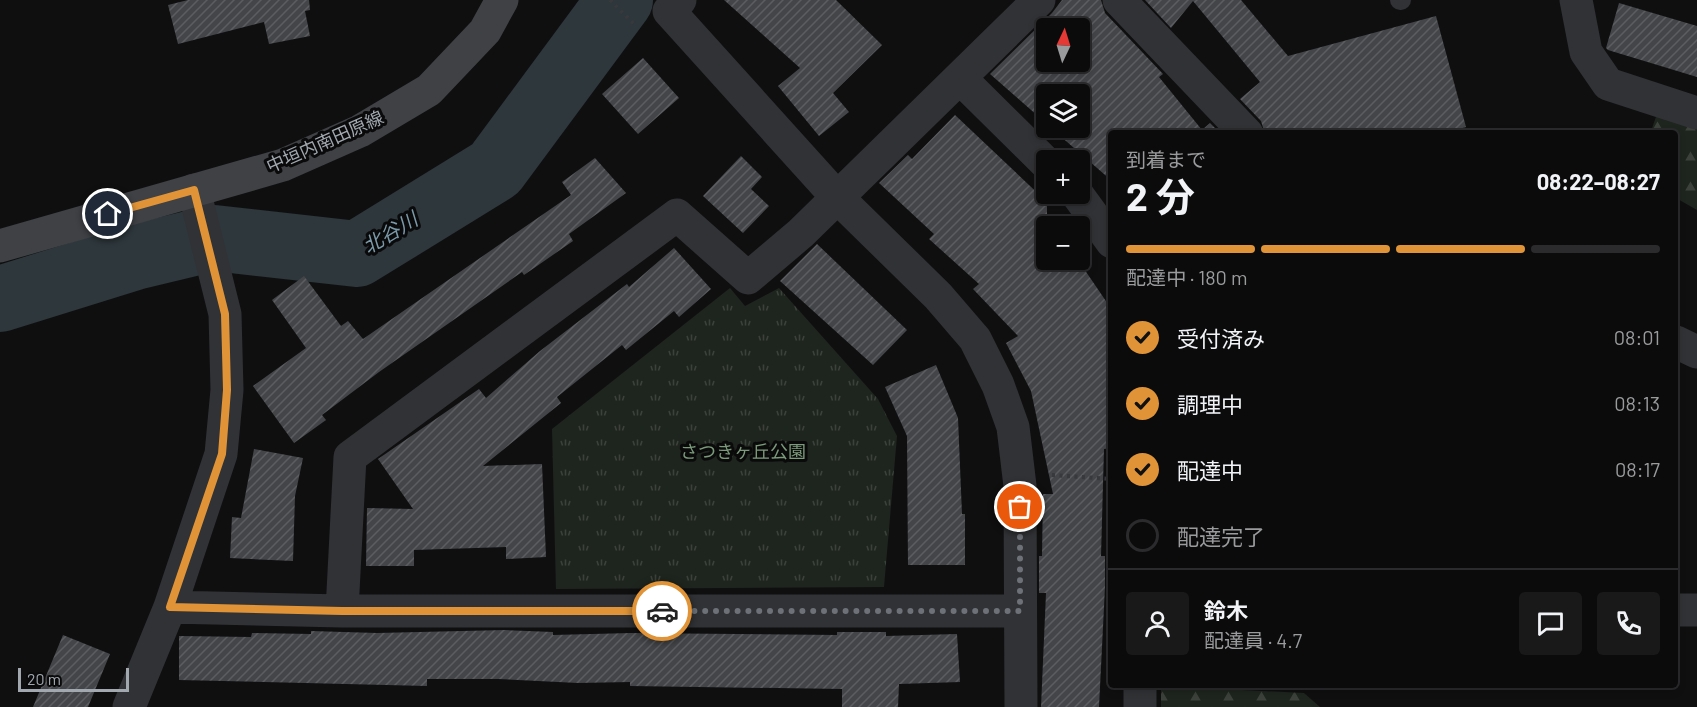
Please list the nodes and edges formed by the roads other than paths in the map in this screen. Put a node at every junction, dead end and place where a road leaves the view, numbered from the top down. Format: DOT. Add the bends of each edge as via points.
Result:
graph roads {
  1 [pos="502,0"];
  2 [pos="680,0"];
  3 [pos="1039,0"];
  4 [pos="1119,0"];
  5 [pos="1576,0"];
  6 [pos="961,79"];
  7 [pos="1697,113"];
  8 [pos="1243,130"];
  9 [pos="1036,153"];
  10 [pos="195,192"];
  11 [pos="836,196"];
  12 [pos="1084,204"];
  13 [pos="1108,237"];
  14 [pos="0,246"];
  15 [pos="1678,343"];
  16 [pos="1697,351"];
  17 [pos="170,607"];
  18 [pos="1678,610"];
  19 [pos="1697,610"];
  20 [pos="342,611"];
  21 [pos="1020,611"];
  22 [pos="1140,688"];
  23 [pos="129,707"];
  24 [pos="1021,707"];
  25 [pos="1140,707"];
  1 -- 10 [label="main road, 中垣内南田原線" via="485,32 429,90 360,131 283,165"];
  2 -- 11 [label="street" via="669,11"];
  3 -- 6 [label="street"];
  4 -- 8 [label="street"];
  5 -- 7 [label="street" via="1586,52 1608,84"];
  6 -- 9 [label="street"];
  6 -- 11 [label="street"];
  10 -- 14 [label="main road, 中垣内南田原線"];
  10 -- 17 [label="street" via="225,314 227,390 222,454"];
  11 -- 20 [label="street" via="801,233 748,278 677,215 350,457"];
  11 -- 21 [label="street" via="938,296 975,339 998,385 1013,427 1019,474"];
  12 -- 13 [label="street"];
  15 -- 16 [label="street"];
  17 -- 20 [label="street"];
  17 -- 23 [label="street"];
  18 -- 19 [label="street"];
  20 -- 21 [label="street"];
  21 -- 24 [label="street"];
  22 -- 25 [label="street"];
}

┄┄┄┄┄┄

▸ **Task requirements**:
With the pictures omitted, the records above are to be repeated exactly.

▸ **Solved problem**:
Please list the nodes and edges formed by the roads other than paths in the map in this screen. Put a node at every junction, dead end and place where a road leaves the view, numbered from the top down. Format: DOT. Add the bends of each edge as via points.
Result:
graph roads {
  1 [pos="502,0"];
  2 [pos="680,0"];
  3 [pos="1039,0"];
  4 [pos="1119,0"];
  5 [pos="1576,0"];
  6 [pos="961,79"];
  7 [pos="1697,113"];
  8 [pos="1243,130"];
  9 [pos="1036,153"];
  10 [pos="195,192"];
  11 [pos="836,196"];
  12 [pos="1084,204"];
  13 [pos="1108,237"];
  14 [pos="0,246"];
  15 [pos="1678,343"];
  16 [pos="1697,351"];
  17 [pos="170,607"];
  18 [pos="1678,610"];
  19 [pos="1697,610"];
  20 [pos="342,611"];
  21 [pos="1020,611"];
  22 [pos="1140,688"];
  23 [pos="129,707"];
  24 [pos="1021,707"];
  25 [pos="1140,707"];
  1 -- 10 [label="main road, 中垣内南田原線" via="485,32 429,90 360,131 283,165"];
  2 -- 11 [label="street" via="669,11"];
  3 -- 6 [label="street"];
  4 -- 8 [label="street"];
  5 -- 7 [label="street" via="1586,52 1608,84"];
  6 -- 9 [label="street"];
  6 -- 11 [label="street"];
  10 -- 14 [label="main road, 中垣内南田原線"];
  10 -- 17 [label="street" via="225,314 227,390 222,454"];
  11 -- 20 [label="street" via="801,233 748,278 677,215 350,457"];
  11 -- 21 [label="street" via="938,296 975,339 998,385 1013,427 1019,474"];
  12 -- 13 [label="street"];
  15 -- 16 [label="street"];
  17 -- 20 [label="street"];
  17 -- 23 [label="street"];
  18 -- 19 [label="street"];
  20 -- 21 [label="street"];
  21 -- 24 [label="street"];
  22 -- 25 [label="street"];
}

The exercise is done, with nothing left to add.